There are other niggles. The bathrooms are a good place to study the mounting absurdities of minimalism. Perfectly flat ceramic soap dishes lack drainage ridges so the perfectly flat disc of soap adheres intractably. Towel rails snag the towels. But a big positive on the style front is the almost total lack of branding. Small Jumeirah logos are etched on some windows, but nowhere else are there any intrusive graphics.

Some might feel the Jumeirah Port Sóller is a deracinated rich person's absurdity imposed on Robert Graves's noble peasant island. Indeed, I thought I was going to think that myself. But after a few days of otherworldly comfort and meticulous service delivered by wave after wave of politely smiling, but not at all obsequious, staff, I acquired Stockholm syndrome.

I found it dangerously seductive and began to wonder whether my lifelong quest for hotels of eccentric charm and quirky character has been a terrible mistake. Maybe I actually prefer anonymity and supreme comfort. True, Jumeirah Port Sóller tells you nothing about Mallorca, but if you have seen Magaluf that is perhaps no bad thing.

So what to do if you tire of paradise? A 10-minute stroll down a very steep hill takes you into Port Sóller itself (although the hotel operates an on-demand Mercedes shuttle van). Port Sóller is pretty and neat rather than gorgeous and glamorous. There are no noteworthy restaurants, but we ate an earthy conejo con cebolla (rabbit with onions and "innards") at Albatroz on the quayside and a hake at Ses Oliveres by the beach.

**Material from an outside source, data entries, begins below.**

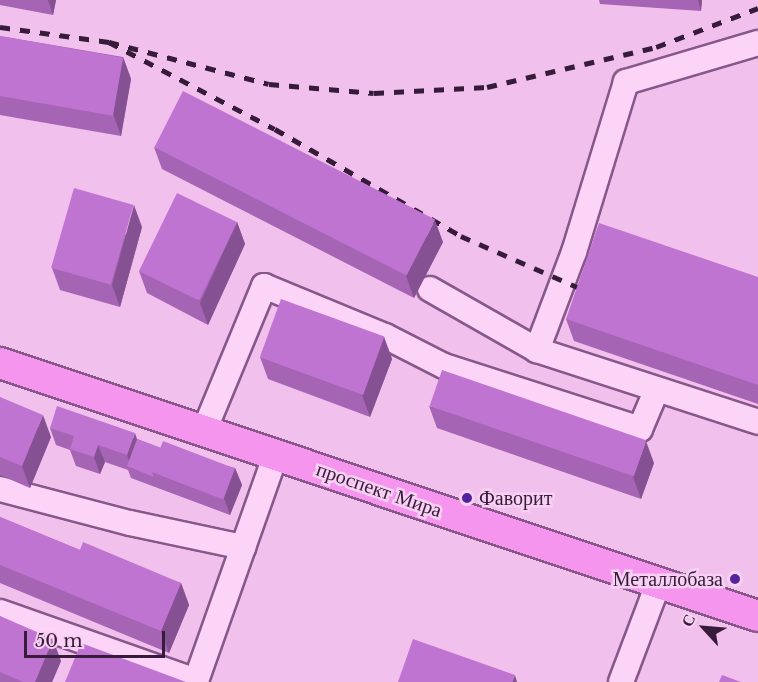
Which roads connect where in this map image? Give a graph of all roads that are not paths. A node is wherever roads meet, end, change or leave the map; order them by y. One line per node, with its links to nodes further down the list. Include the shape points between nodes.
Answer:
1 (758, 43): 3 (lane, via 626,82 574,252)
2 (430, 289): 3 (lane)
3 (537, 350): 5 (lane)
4 (0, 363): 7 (main road, проспект Мира)
5 (657, 389): 6 (lane); 7 (lane, via 640,429 444,366 385,336 264,286)
6 (758, 422)
7 (204, 431): 8 (main road, проспект Мира)
8 (276, 454): 10 (lane); 11 (main road, проспект Мира)
9 (0, 489): 10 (lane, via 130,524)
10 (243, 547): 12 (lane, via 196,681)
11 (657, 584): 13 (main road, проспект Мира); 14 (lane)
12 (0, 612)
13 (758, 616)
14 (621, 682)

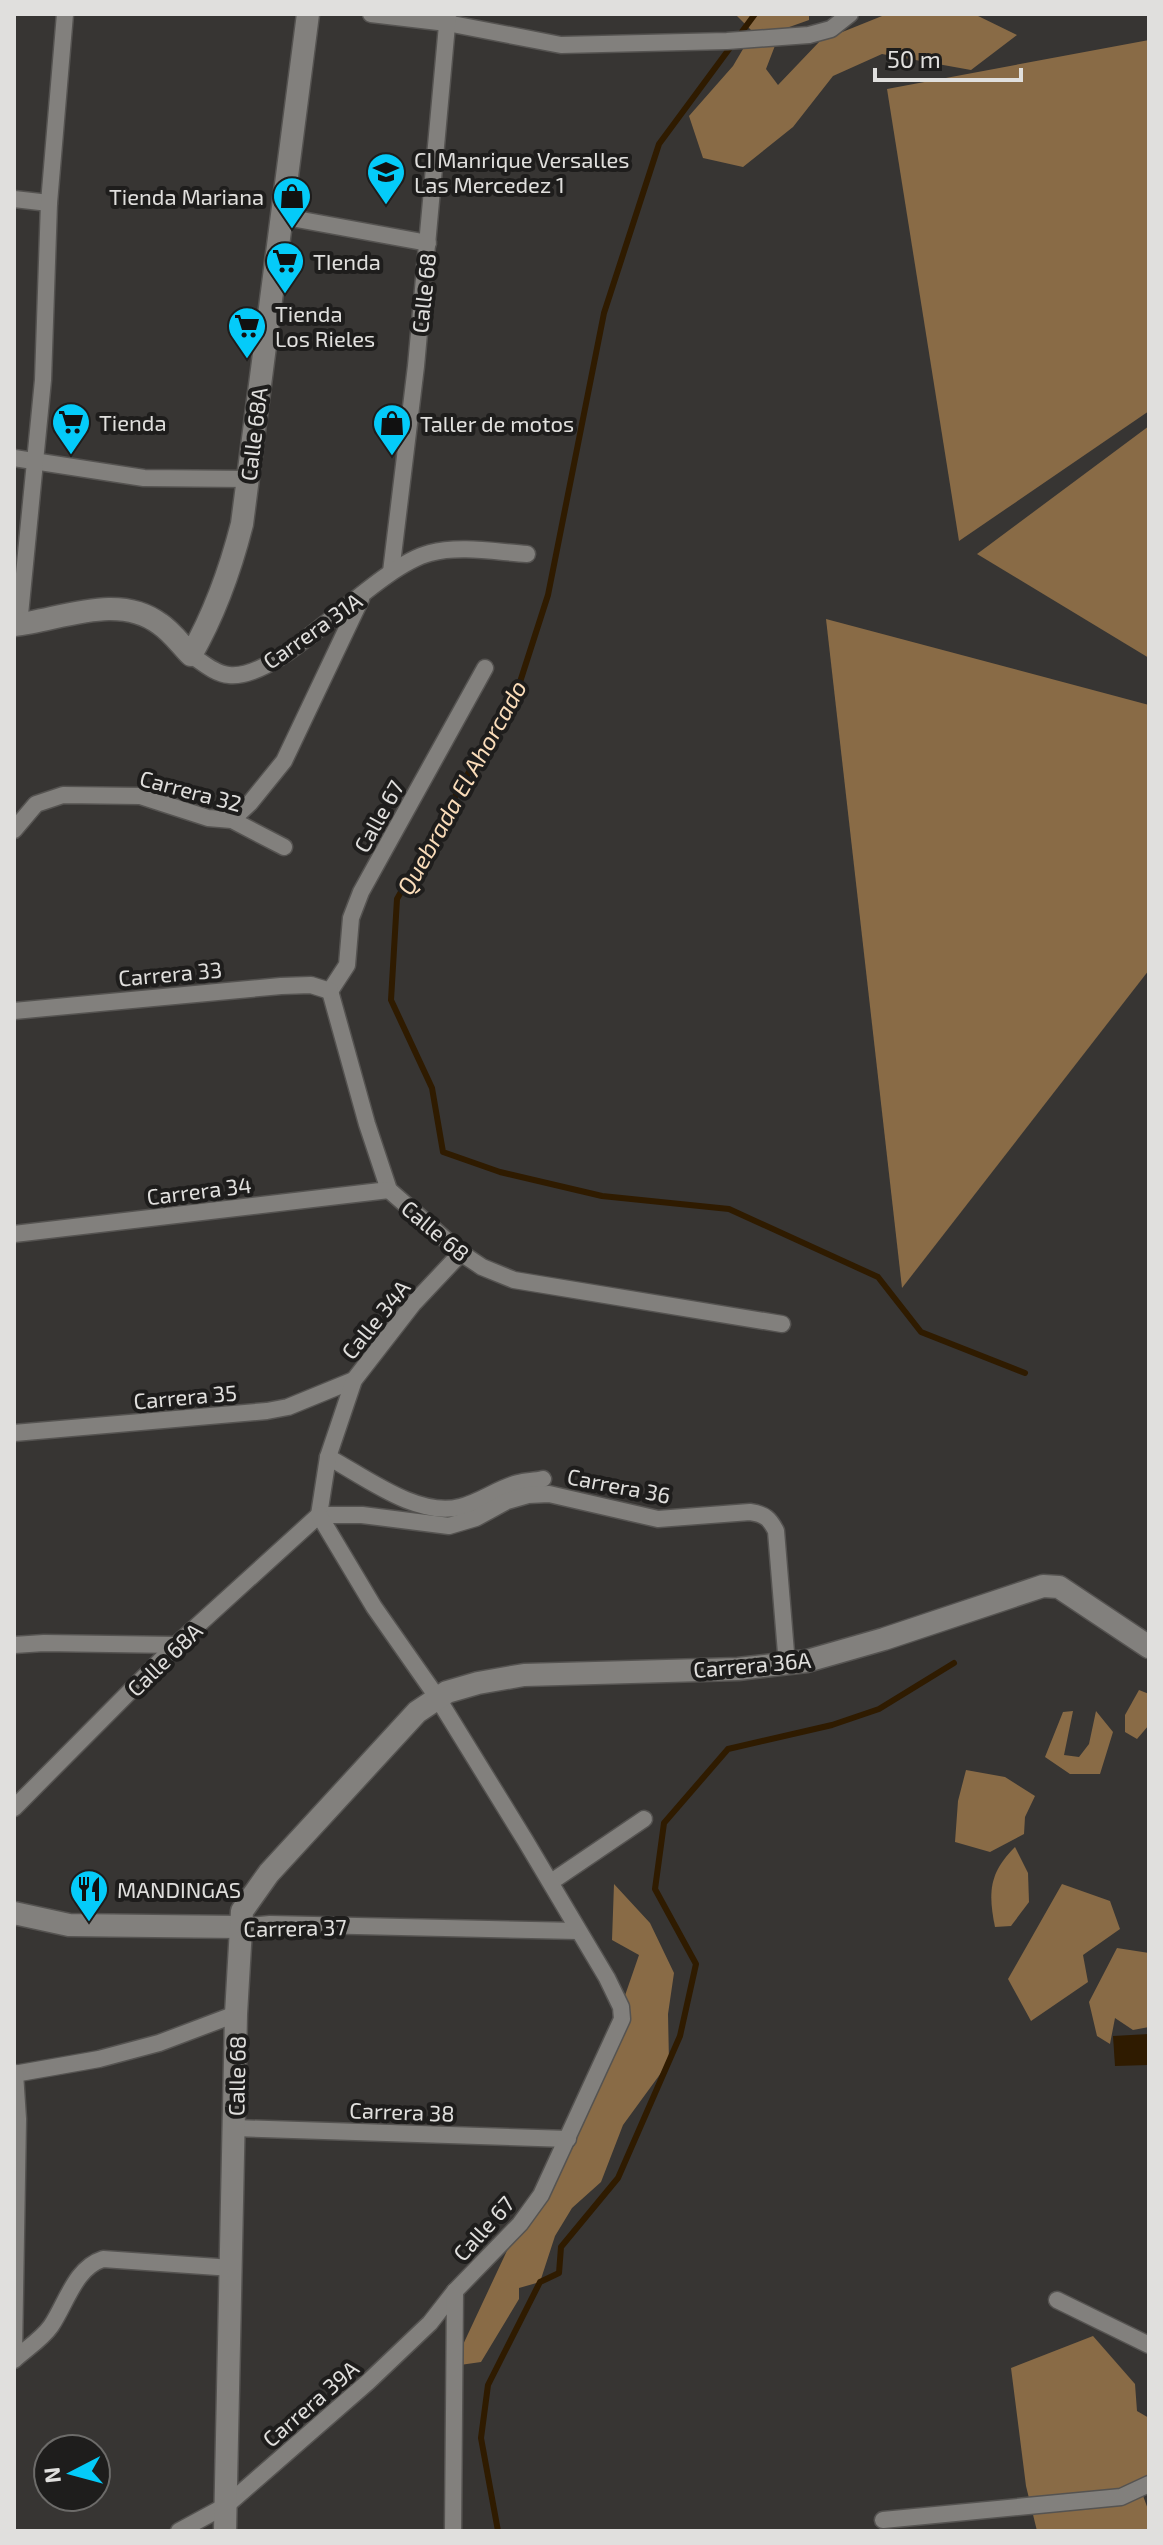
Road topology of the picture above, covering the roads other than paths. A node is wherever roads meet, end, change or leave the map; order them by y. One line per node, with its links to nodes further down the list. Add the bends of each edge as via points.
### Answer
1 (65, 14): 7 (street)
2 (308, 14): 8 (street, Calle 68A)
3 (371, 14): 5 (street)
4 (850, 14): 5 (street, via 831,29 809,35 561,45)
5 (448, 18): 9 (street, Calle 68)
6 (14, 199): 7 (street)
7 (49, 203): 11 (street, via 43,380)
8 (280, 216): 9 (street); 12 (street, Calle 68A)
9 (428, 243): 14 (street, Calle 68)
10 (14, 458): 11 (street)
11 (34, 460): 12 (street, via 144,478); 16 (street)
12 (247, 479): 17 (street, Calle 68A, via 231,569)
13 (527, 554): 14 (street, Carrera 31A, via 454,549 428,553)
14 (391, 572): 15 (street, Carrera 31A)
15 (362, 595): 17 (street, Carrera 31A, via 286,653 252,671 229,675); 19 (street, via 284,761)
16 (17, 625): 17 (street, Carrera 31A, via 123,609 160,623)
17 (191, 655)
18 (485, 668): 22 (street, Calle 67, via 361,892 351,918 347,965)
19 (232, 820): 20 (street, Carrera 32, via 208,818 140,796 63,795 36,804); 21 (street, Carrera 32)
20 (14, 830)
21 (284, 847)
22 (330, 991): 23 (street, Carrera 33, via 311,985 281,986); 24 (street, Calle 68)
23 (14, 1011)
24 (389, 1190): 25 (street, Carrera 34); 26 (street, Calle 68)
25 (14, 1234)
26 (461, 1253): 27 (street, Calle 68, via 514,1280); 28 (street, Calle 34A)
27 (782, 1324)
28 (354, 1380): 29 (street, Carrera 35, via 267,1411); 30 (street, Calle 34A)
29 (14, 1433)
30 (328, 1457): 31 (street, via 424,1508 441,1511); 32 (street, Calle 34A)
31 (543, 1479)
32 (319, 1515): 34 (street, Calle 68A); 36 (street, Carrera 36, via 449,1526 507,1501 549,1494 658,1519 761,1514 776,1531); 37 (street)
33 (14, 1645): 34 (street)
34 (176, 1645): 38 (street, Calle 68A)
35 (1149, 1647): 36 (street, Carrera 36A, via 1059,1587 1043,1586)
36 (787, 1665): 37 (street, Carrera 36A, via 524,1675)
37 (437, 1697): 40 (street); 42 (street, Calle 68, via 417,1712 259,1884 242,1911)
38 (14, 1808)
39 (644, 1819): 40 (street)
40 (551, 1882): 43 (street)
41 (14, 1913): 42 (street, Carrera 37, via 69,1925)
42 (239, 1927): 43 (street, Carrera 37); 44 (street, Calle 68)
43 (578, 1931): 47 (street, Calle 67, via 607,1978 622,2019)
44 (236, 2014): 45 (street, via 144,2047); 46 (street, Calle 68)
45 (15, 2074): 48 (street)
46 (235, 2128): 47 (street, Carrera 38); 49 (street, Calle 68)
47 (568, 2139): 50 (street, Calle 67, via 523,2220)
48 (15, 2178): 53 (street)
49 (232, 2268): 54 (street, via 92,2262 49,2328); 56 (street, Calle 68)
50 (455, 2291): 56 (street, Carrera 39A, via 430,2323 368,2382); 60 (street, Calle 67)
51 (1057, 2300): 52 (street)
52 (1149, 2345)
53 (14, 2351)
54 (14, 2360)
55 (1149, 2484): 57 (street, via 1121,2497)
56 (227, 2505): 58 (street, Carrera 39A); 59 (street, Calle 68)
57 (883, 2520)
58 (179, 2531)
59 (225, 2531)
60 (453, 2531)

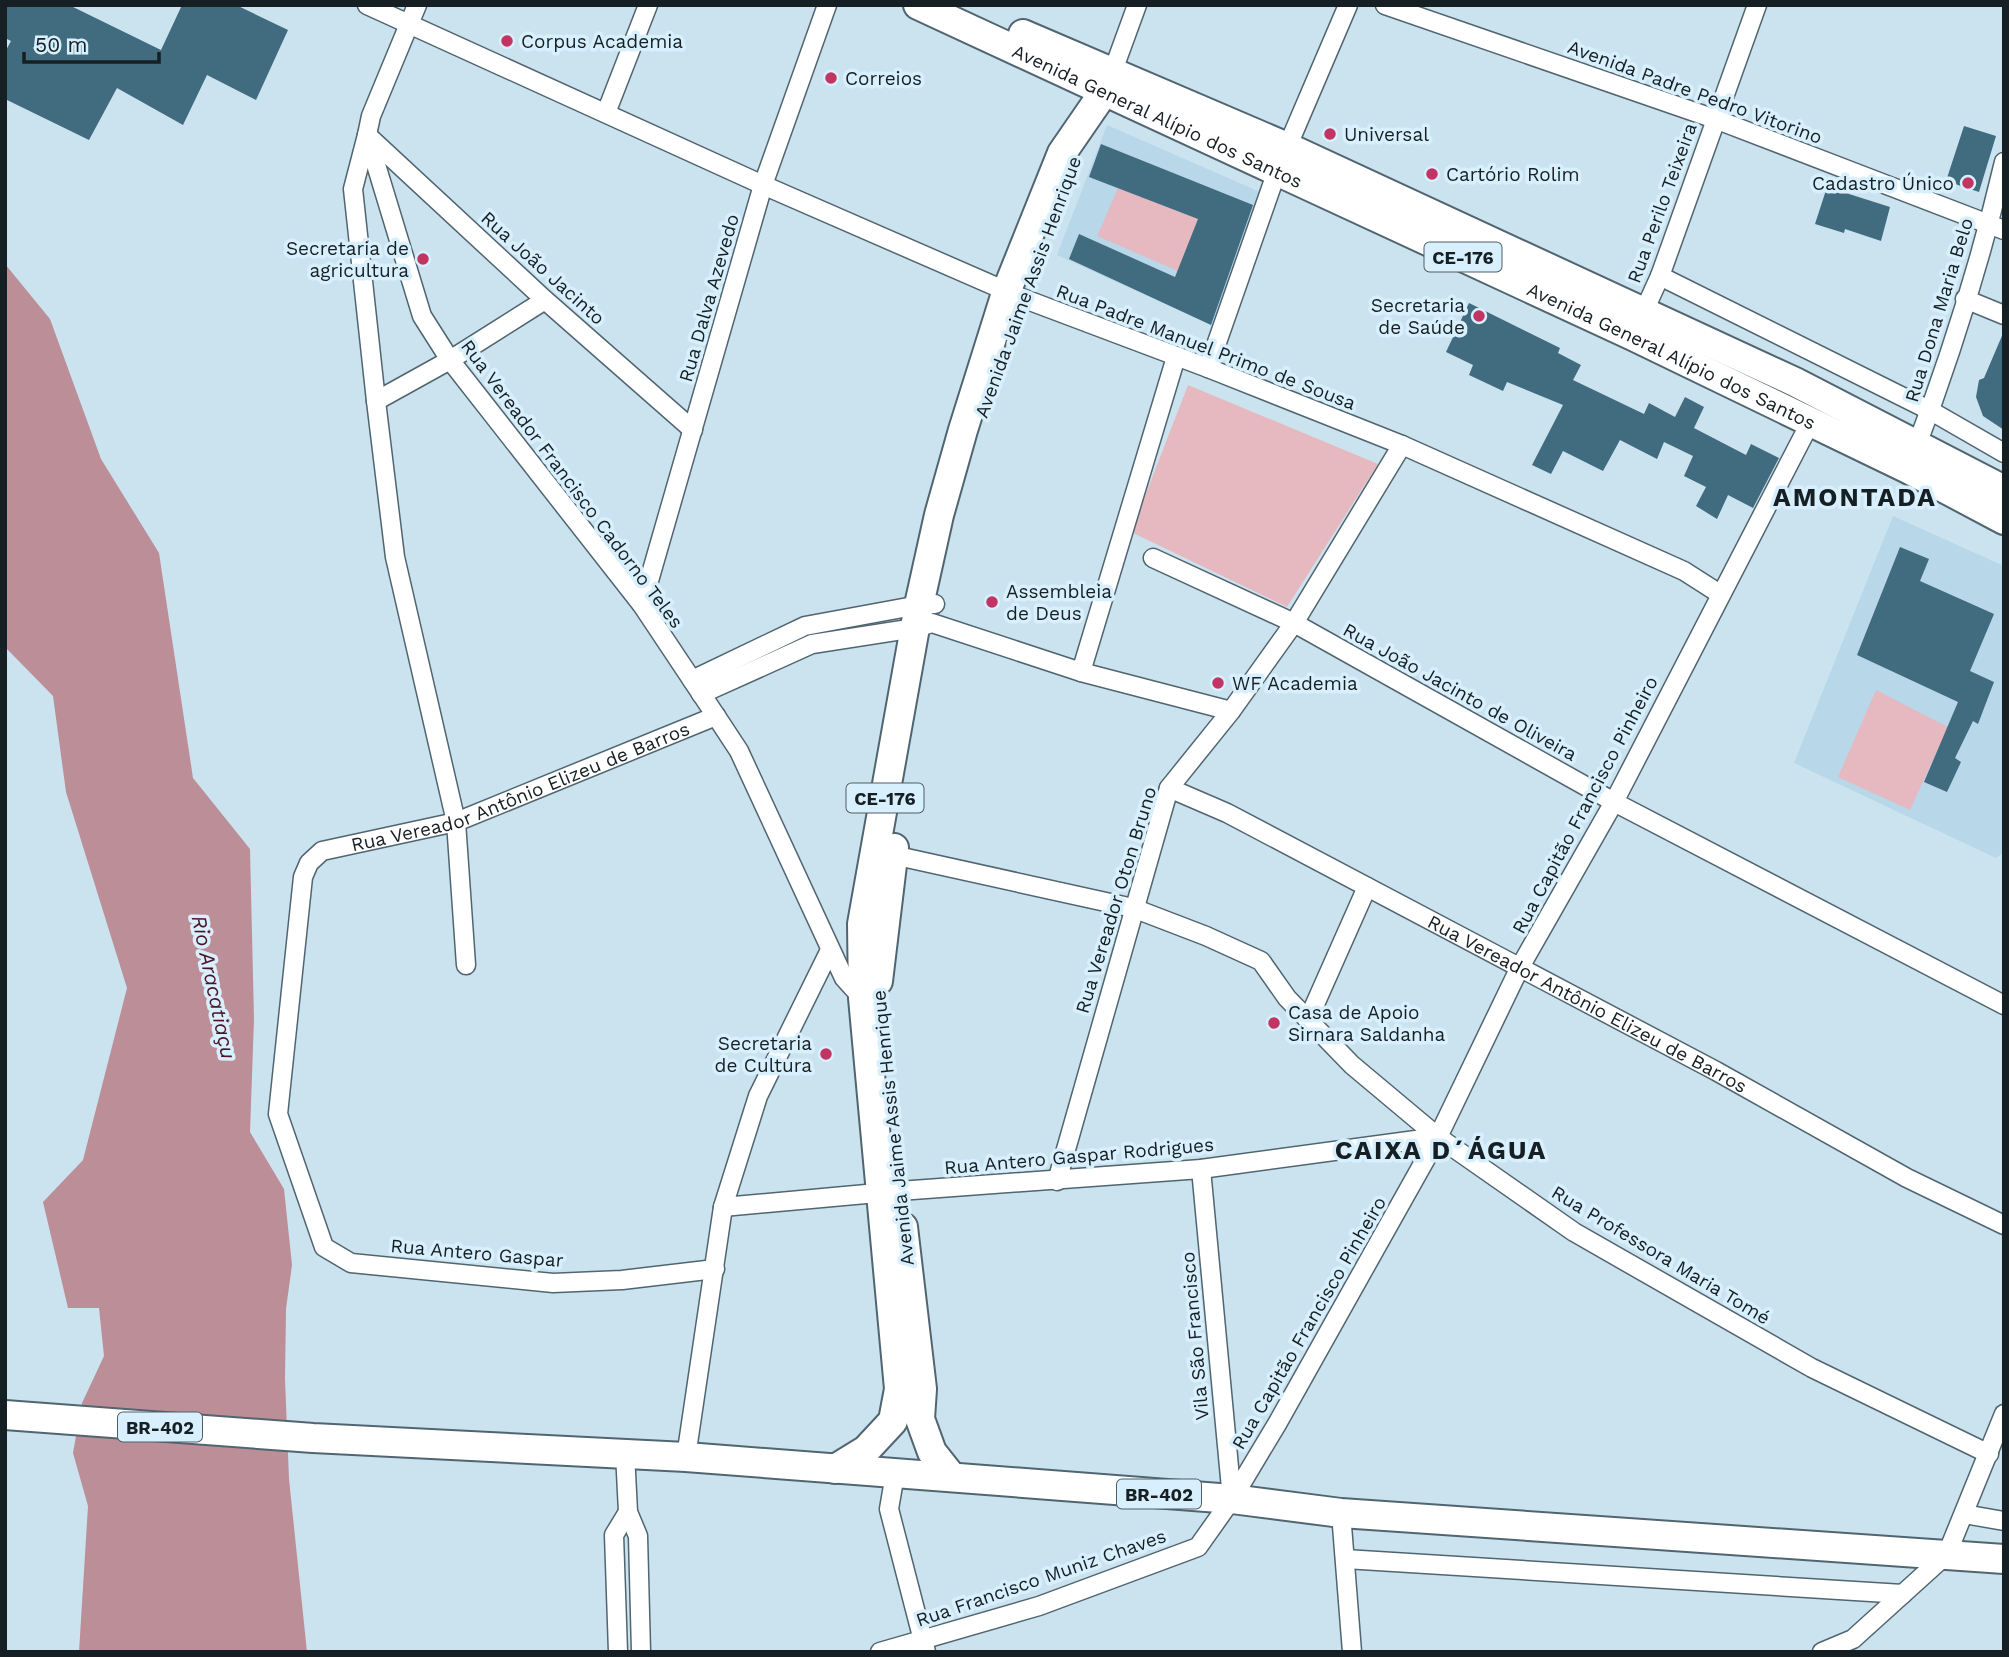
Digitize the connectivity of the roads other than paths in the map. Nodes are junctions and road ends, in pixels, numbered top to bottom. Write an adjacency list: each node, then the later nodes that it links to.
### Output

Or you can take a taxi for a 20-minute drive through the thrilling Tramuntana range to the perhaps-too-pretty mountain village of Fornalutx. The favoured restaurant here is Es Turó and its arroz brut, a rough paella. But the must-do is take a €5 ride from Port Sóller to the inland town of Sóller proper. You do this on the delightful Ferrocarril de Sóller, a wooden-bodied electric tram of apparently ancient provenance.

On Saturdays in the handsome town of Sóller there is a very good market with all the fine artisanal produce which has now made Spain at least as good a place to eat as Tuscany or Provence. We bought figs, aged manchego, jamon, bread, tomatoes and a simple white wine. We took the plastic bags back to the terrace of the Lighthouse Suite. We sat, ate and looked at the blue sea, the green mountains and thought this compromise between nature, peasant culture and nervelessly sophisticated extreme modern comfort was, let me admit ... absolutely perfect. And the love seat was yet to come.

Travel essentials

Getting there

Palma is well served by airlines from the UK, including easyJet (0843 104 5000; easyjet.com), Monarch (08719 40 50 40; monarch.co.uk), Ryanair (0871 246 0000; ryanair.com), British Airways (0844 493 0787; ba.com), Jet2 (0871 226 1737; jet2.com), Vueling (0906 754 7541; vueling.com) and FlyBe (0871 700 2000; flybe.com).

Staying there

Jumeirah Port Sóller Hotel and Spa, Port Sóller Mallorca, Spain (00 34 971 637 888; jumeirah.com/mallorca). Double rooms start at €362 including breakfast.

Eating and drinking there

Bar Albatros, calle Marina 48, Port Sóller (00 34 97 163 3214). Ses Oliveres, Urbanitzacio Es Traves, Port Sóller (00 34 971 634 168; restaurantsesoliveres.com). Es Turó, Avenida Arbona Colom 6, Fornalutx (00 34 971 630 808).